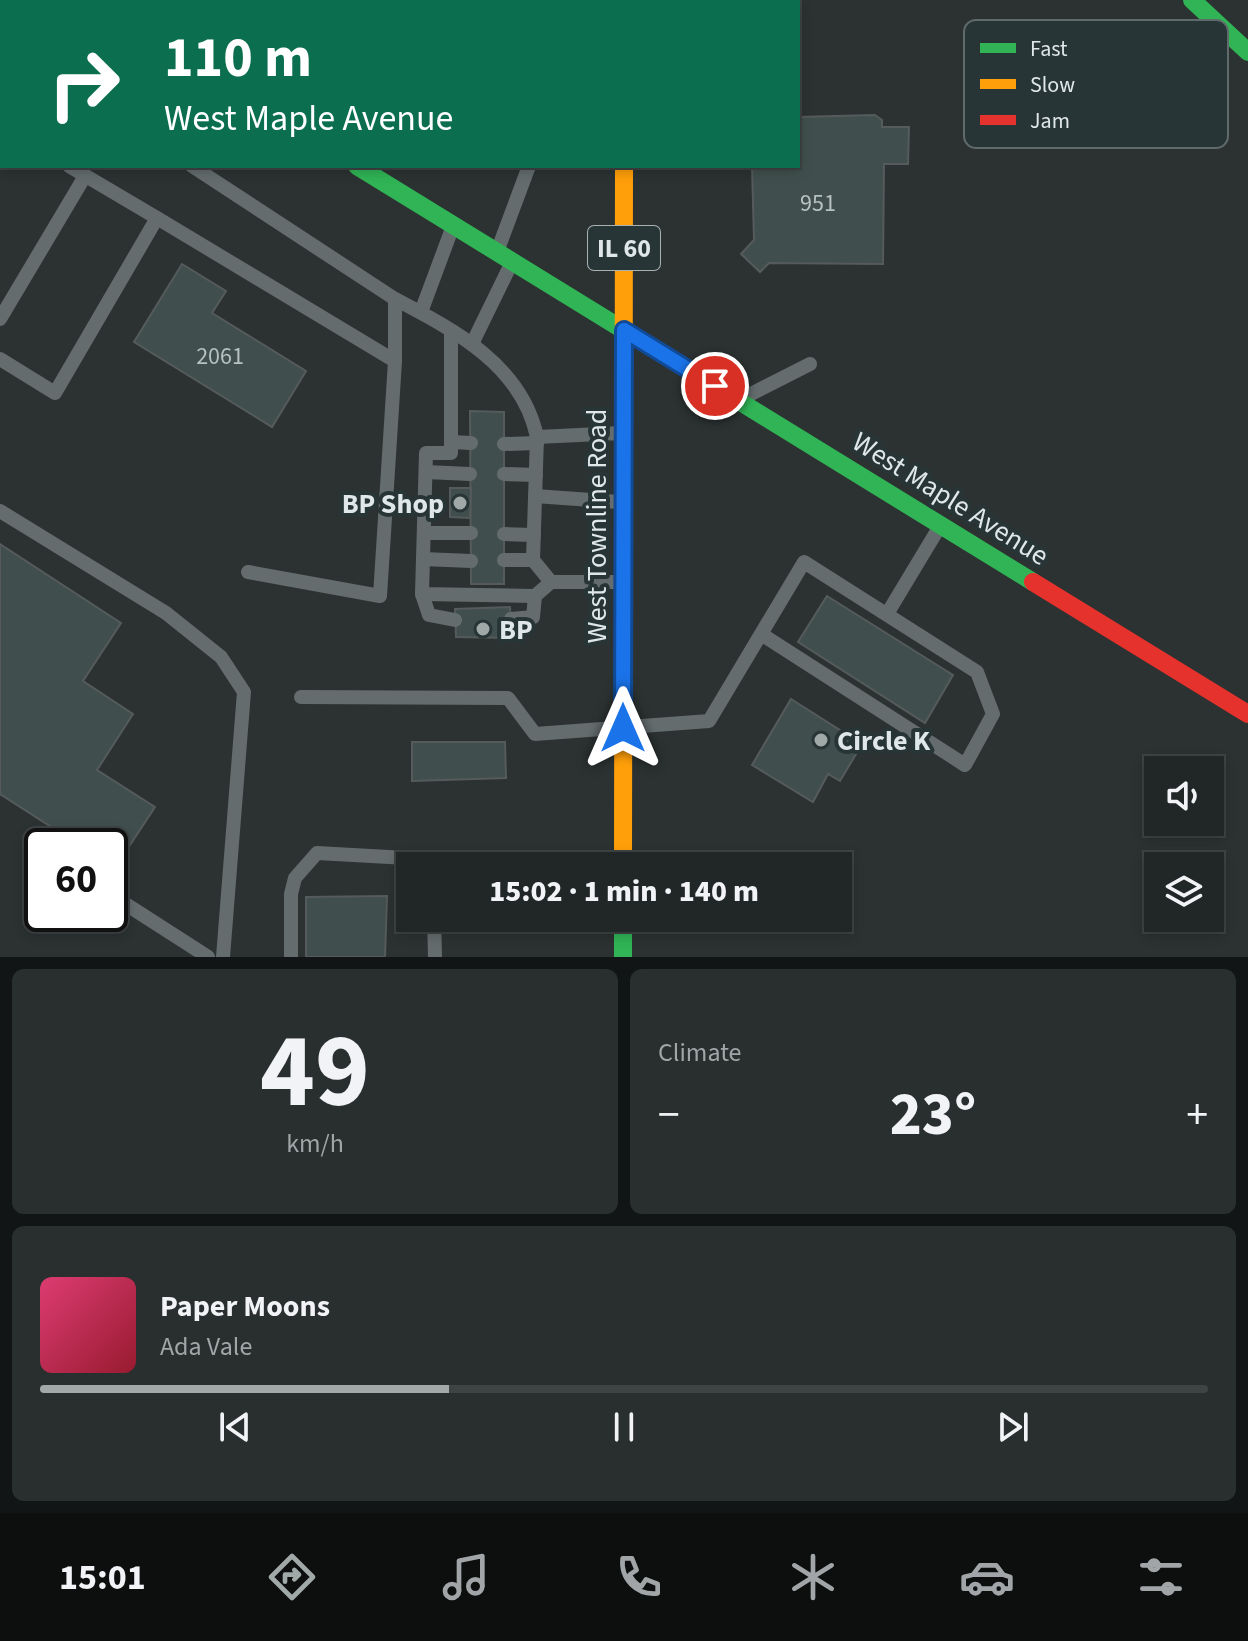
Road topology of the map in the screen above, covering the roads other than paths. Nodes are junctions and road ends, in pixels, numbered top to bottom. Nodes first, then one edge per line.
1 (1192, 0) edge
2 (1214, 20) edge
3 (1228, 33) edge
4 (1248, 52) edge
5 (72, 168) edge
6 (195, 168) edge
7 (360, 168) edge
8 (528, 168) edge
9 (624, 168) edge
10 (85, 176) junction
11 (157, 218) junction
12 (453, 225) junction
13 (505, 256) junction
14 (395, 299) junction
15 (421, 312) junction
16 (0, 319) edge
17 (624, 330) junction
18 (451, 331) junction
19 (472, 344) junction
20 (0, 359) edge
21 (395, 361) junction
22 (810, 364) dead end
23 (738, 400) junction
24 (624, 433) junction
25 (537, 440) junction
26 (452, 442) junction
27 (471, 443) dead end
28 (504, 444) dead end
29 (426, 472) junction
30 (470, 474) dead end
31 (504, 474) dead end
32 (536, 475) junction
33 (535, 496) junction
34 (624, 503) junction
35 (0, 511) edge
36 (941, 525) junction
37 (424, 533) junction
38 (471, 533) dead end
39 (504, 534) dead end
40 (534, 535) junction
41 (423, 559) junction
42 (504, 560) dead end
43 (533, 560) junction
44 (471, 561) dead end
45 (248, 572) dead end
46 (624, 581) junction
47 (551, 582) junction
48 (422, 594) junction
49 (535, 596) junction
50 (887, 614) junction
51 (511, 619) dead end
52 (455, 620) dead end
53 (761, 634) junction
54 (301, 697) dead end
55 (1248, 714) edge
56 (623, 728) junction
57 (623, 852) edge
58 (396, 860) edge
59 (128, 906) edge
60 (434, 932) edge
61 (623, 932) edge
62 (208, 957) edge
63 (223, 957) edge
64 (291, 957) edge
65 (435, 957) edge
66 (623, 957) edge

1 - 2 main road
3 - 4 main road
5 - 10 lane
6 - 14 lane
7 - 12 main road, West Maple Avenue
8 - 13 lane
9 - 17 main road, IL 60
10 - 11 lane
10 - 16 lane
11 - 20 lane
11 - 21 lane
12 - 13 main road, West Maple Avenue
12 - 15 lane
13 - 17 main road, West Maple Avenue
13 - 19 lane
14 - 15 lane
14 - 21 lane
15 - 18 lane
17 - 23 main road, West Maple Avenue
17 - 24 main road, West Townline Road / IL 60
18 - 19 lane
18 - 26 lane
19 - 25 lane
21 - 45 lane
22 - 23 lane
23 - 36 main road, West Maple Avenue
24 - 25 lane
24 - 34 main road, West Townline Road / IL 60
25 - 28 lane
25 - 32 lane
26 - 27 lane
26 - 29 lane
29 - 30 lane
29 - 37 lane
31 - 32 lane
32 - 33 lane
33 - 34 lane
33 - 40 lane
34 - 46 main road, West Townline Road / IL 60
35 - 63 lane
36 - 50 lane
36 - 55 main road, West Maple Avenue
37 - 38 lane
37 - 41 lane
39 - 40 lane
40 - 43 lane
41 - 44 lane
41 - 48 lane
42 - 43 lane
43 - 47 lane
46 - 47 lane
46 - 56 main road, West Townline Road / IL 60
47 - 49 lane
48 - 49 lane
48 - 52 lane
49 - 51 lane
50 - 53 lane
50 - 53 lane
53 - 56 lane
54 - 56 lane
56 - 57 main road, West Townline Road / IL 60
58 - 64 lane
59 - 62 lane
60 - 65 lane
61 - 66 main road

══════

### REQUIRED WORK:
Each line above with the string "Avenue" should be reported in full.

### EXERCISE RESPONSE:
7 - 12 main road, West Maple Avenue
12 - 13 main road, West Maple Avenue
13 - 17 main road, West Maple Avenue
17 - 23 main road, West Maple Avenue
23 - 36 main road, West Maple Avenue
36 - 55 main road, West Maple Avenue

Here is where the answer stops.